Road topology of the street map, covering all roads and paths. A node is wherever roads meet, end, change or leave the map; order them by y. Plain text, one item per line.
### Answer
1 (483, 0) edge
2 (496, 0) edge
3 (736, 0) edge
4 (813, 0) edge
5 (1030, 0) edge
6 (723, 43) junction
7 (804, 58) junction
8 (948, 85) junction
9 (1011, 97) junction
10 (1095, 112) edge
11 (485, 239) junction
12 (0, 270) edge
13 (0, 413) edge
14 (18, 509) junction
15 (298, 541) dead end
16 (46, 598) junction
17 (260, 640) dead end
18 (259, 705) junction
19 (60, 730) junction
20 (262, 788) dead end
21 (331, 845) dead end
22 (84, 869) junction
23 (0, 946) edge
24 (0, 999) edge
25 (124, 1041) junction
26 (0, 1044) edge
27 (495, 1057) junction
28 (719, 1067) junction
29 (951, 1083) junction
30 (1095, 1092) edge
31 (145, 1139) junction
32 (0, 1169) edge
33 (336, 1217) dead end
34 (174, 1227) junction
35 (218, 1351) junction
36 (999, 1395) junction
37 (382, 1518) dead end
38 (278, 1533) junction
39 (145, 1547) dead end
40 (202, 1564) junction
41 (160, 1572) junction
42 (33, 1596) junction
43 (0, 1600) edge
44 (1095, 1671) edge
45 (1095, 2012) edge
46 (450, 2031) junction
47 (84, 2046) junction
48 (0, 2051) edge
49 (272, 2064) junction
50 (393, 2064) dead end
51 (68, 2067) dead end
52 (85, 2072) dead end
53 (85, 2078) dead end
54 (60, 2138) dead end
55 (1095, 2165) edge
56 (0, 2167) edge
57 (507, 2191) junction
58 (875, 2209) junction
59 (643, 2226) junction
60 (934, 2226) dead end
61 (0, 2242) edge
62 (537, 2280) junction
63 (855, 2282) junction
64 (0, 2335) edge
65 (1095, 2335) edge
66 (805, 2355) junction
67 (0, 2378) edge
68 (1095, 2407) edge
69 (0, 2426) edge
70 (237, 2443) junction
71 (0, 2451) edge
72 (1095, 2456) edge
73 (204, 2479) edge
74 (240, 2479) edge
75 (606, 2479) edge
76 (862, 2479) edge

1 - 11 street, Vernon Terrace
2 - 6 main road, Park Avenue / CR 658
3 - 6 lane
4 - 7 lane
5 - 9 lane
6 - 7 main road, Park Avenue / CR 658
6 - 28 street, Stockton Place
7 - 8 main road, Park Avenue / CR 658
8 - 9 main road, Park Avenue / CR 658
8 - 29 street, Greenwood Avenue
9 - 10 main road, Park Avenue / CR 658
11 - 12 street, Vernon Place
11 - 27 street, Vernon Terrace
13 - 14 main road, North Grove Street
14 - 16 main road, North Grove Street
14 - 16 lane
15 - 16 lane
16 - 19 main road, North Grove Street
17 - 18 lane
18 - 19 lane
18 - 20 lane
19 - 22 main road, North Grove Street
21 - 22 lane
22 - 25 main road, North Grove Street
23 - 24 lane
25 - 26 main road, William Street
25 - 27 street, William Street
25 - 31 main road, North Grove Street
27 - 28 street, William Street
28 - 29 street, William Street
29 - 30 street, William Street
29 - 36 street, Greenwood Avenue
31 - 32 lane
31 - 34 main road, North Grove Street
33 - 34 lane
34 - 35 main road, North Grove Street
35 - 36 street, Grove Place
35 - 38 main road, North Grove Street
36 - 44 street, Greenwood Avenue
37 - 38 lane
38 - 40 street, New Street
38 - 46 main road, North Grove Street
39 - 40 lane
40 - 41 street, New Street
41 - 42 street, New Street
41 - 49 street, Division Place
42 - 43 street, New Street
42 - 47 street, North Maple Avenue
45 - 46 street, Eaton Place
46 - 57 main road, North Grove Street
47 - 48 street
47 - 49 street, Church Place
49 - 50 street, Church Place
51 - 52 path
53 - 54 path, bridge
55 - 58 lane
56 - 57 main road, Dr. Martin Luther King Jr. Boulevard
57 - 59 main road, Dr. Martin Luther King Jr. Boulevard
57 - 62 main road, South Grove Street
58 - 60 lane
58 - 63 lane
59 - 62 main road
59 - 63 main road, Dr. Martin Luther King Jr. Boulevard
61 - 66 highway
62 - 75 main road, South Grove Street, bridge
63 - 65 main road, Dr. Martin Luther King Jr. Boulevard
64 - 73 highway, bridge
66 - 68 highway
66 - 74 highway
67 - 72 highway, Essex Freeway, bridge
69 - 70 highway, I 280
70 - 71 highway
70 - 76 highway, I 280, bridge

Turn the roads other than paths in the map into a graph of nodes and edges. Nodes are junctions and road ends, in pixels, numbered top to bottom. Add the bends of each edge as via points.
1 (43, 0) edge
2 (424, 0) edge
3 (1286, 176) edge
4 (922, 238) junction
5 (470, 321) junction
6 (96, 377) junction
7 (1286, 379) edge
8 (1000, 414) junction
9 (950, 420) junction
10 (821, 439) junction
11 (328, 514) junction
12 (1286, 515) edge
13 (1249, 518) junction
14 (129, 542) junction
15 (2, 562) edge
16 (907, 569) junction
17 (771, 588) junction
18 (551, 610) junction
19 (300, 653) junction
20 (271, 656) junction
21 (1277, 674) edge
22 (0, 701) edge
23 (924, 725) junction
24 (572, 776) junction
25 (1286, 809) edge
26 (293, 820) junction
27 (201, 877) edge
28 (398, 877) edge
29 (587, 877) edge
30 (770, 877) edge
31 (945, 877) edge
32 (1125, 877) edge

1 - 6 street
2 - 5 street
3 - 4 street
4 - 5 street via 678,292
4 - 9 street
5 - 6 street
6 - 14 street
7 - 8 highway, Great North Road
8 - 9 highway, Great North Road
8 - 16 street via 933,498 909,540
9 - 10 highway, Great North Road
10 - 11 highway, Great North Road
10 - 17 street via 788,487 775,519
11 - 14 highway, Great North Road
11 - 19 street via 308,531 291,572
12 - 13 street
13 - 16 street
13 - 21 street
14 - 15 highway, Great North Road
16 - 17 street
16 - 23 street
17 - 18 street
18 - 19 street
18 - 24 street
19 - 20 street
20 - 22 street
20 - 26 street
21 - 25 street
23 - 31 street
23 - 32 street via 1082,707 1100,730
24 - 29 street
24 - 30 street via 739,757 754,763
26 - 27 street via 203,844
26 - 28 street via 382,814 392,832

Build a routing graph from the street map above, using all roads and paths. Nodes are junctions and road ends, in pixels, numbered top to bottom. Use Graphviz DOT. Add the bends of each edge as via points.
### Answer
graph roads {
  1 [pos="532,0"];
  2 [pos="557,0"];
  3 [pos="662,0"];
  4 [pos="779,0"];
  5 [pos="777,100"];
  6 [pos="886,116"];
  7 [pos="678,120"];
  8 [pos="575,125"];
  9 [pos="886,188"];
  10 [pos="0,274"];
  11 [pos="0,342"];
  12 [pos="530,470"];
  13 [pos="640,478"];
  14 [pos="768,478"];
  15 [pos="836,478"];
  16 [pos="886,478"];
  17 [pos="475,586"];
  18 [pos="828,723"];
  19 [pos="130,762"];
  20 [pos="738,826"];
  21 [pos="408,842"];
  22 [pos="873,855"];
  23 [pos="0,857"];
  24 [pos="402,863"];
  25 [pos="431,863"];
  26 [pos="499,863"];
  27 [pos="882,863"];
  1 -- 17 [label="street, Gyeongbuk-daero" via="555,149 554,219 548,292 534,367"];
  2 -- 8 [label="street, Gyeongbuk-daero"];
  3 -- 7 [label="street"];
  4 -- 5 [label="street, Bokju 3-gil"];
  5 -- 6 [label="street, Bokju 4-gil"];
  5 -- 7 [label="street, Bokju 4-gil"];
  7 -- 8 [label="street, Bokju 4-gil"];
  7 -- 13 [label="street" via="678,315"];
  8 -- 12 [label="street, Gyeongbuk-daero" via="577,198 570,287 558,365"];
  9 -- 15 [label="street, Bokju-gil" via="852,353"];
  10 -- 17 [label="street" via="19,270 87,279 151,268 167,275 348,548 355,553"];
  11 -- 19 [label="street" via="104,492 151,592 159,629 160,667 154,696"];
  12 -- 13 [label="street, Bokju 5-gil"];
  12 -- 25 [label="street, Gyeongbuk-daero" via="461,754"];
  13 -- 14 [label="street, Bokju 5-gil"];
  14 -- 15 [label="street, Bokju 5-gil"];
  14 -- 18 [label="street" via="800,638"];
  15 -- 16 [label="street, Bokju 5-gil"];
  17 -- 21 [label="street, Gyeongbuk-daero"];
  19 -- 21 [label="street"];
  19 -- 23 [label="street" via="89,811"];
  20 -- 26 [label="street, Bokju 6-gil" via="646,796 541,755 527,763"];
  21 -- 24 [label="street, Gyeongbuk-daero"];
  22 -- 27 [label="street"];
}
####
== Assignment ==
Please copy every line of the records above in which "William" appears.

== Exercise result ==
25 - 26 main road, William Street
25 - 27 street, William Street
27 - 28 street, William Street
28 - 29 street, William Street
29 - 30 street, William Street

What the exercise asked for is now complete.